Gowdy sparred with Strzok in a combative line of questioning that led to an extended argument between leaders of the committee. Strzok had told Gowdy he was unable to answer a question related to the Russia probe, saying he had been instructed not to comment on matters related to an ongoing investigation.

Rep. Bob Goodlatte (R-Va.), the chairman of the House Judiciary Committee, threatened Strzok with contempt, claiming he was under subpoena. Strzok replied that he was not under subpoena, but testifying voluntarily, and that he could not answer questions “related to the ongoing investigations being undertaken by the special counsel’s office.”

An argument then ensued between Goodlatte and Rep. Jerrold Nadler (D-N.Y.), the committee’s ranking member, who contended that Gowdy was putting Strzok in an “impossible position.” Goodlatte dismissed Nadler’s objections and members of the committees joined in the bickering for several minutes before Gowdy continued his questioning — which drew further objection from other members of the House committees.

“We have indulged this harassment [for] nine minutes,” Rep. Bonnie Watson Coleman (D-N.J.), a member of the House Oversight Committee, interjected at one point during Gowdy’s questioning.

Gowdy pressed Strzok on the texts during the back-and-forth, at one point telling the FBI agent that it’s “no wonder Bob Mueller kicked you off the investigation.”

“If you were kicked off when he read the texts, shouldn’t you have been kicked off when you wrote them?” Gowdy said.

“Not at all,” Strzok said.

“I do not have bias,” he continued, adding that he believed he was fired not because his personal opinions impacted his work, but because the texts gave the “perception” of bias.

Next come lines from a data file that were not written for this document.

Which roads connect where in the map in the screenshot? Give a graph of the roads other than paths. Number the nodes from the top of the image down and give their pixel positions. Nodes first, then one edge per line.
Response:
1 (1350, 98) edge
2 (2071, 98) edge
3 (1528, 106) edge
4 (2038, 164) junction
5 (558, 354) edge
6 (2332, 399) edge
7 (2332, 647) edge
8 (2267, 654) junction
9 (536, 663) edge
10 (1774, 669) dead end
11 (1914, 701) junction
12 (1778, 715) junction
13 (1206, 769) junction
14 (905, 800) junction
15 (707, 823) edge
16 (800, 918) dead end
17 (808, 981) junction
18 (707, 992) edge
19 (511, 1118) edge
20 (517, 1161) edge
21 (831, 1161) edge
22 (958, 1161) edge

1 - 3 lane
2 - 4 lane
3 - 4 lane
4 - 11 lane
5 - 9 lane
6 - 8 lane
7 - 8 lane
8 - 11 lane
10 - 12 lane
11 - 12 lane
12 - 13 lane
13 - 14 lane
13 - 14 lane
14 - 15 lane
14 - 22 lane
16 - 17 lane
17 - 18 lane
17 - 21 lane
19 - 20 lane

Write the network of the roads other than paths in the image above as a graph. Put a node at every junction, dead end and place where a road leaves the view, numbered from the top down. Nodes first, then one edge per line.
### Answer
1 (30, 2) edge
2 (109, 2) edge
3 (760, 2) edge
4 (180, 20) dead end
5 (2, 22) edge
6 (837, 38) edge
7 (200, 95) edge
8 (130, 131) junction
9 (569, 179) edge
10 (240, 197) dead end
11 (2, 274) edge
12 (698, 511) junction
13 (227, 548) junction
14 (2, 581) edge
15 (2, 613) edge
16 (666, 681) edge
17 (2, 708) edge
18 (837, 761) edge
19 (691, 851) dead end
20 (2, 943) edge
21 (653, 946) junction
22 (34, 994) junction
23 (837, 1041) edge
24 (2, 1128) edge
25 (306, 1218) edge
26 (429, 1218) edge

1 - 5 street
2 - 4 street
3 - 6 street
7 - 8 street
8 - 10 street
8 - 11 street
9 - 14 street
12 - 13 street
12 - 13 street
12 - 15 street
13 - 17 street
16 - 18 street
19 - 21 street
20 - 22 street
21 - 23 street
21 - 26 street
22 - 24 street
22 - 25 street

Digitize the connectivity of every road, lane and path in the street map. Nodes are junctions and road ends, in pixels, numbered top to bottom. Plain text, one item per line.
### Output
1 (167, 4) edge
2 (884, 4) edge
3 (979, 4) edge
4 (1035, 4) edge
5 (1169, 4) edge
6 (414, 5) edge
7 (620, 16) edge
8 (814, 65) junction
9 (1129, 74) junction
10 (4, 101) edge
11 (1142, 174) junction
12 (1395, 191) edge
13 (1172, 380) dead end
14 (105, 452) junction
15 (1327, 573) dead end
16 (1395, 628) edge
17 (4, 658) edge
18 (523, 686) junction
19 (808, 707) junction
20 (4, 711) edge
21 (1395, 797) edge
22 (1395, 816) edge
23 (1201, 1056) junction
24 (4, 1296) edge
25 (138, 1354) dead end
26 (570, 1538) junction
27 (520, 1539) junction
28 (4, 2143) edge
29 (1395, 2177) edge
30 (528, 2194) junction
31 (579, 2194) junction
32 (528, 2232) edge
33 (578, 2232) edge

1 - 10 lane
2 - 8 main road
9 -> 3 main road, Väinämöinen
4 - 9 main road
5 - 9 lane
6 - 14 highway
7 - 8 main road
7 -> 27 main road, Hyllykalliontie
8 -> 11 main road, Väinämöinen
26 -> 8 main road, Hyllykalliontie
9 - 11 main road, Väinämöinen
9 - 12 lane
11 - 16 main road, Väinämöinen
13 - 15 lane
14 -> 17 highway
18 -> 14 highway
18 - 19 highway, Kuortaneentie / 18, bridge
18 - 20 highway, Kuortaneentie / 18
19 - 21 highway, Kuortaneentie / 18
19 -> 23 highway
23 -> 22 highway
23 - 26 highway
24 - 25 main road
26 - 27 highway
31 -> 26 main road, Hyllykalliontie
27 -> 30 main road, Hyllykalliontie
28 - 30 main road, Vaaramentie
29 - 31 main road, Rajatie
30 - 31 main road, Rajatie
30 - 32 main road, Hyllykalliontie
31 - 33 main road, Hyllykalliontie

In his most direct defense of the controversial texts, Strzok said he had written them “off-the-cuff” and that it was important to view them in the context of the heated election in 2016, during which Trump engaged in numerous outrageous, racially charged feuds — including with the family of Muslim U.S. Army captain who was killed in Iraq in 2004.

“It was in response to a series of events that included then-candidate Trump insulting the immigrant family of a fallen war hero, and my presumption based on that horrible, disgusting behavior, that the American population would not elect someone demonstrating that behavior to be president of the United States,” Strzok said.

“It was in no way, unequivocally, any suggestion that me, the FBI, would take any action whatsoever to improperly impact the electoral process for any candidate,” he added.

July 12, 2018, 11:57 a.m. Eastern: This story has been updated.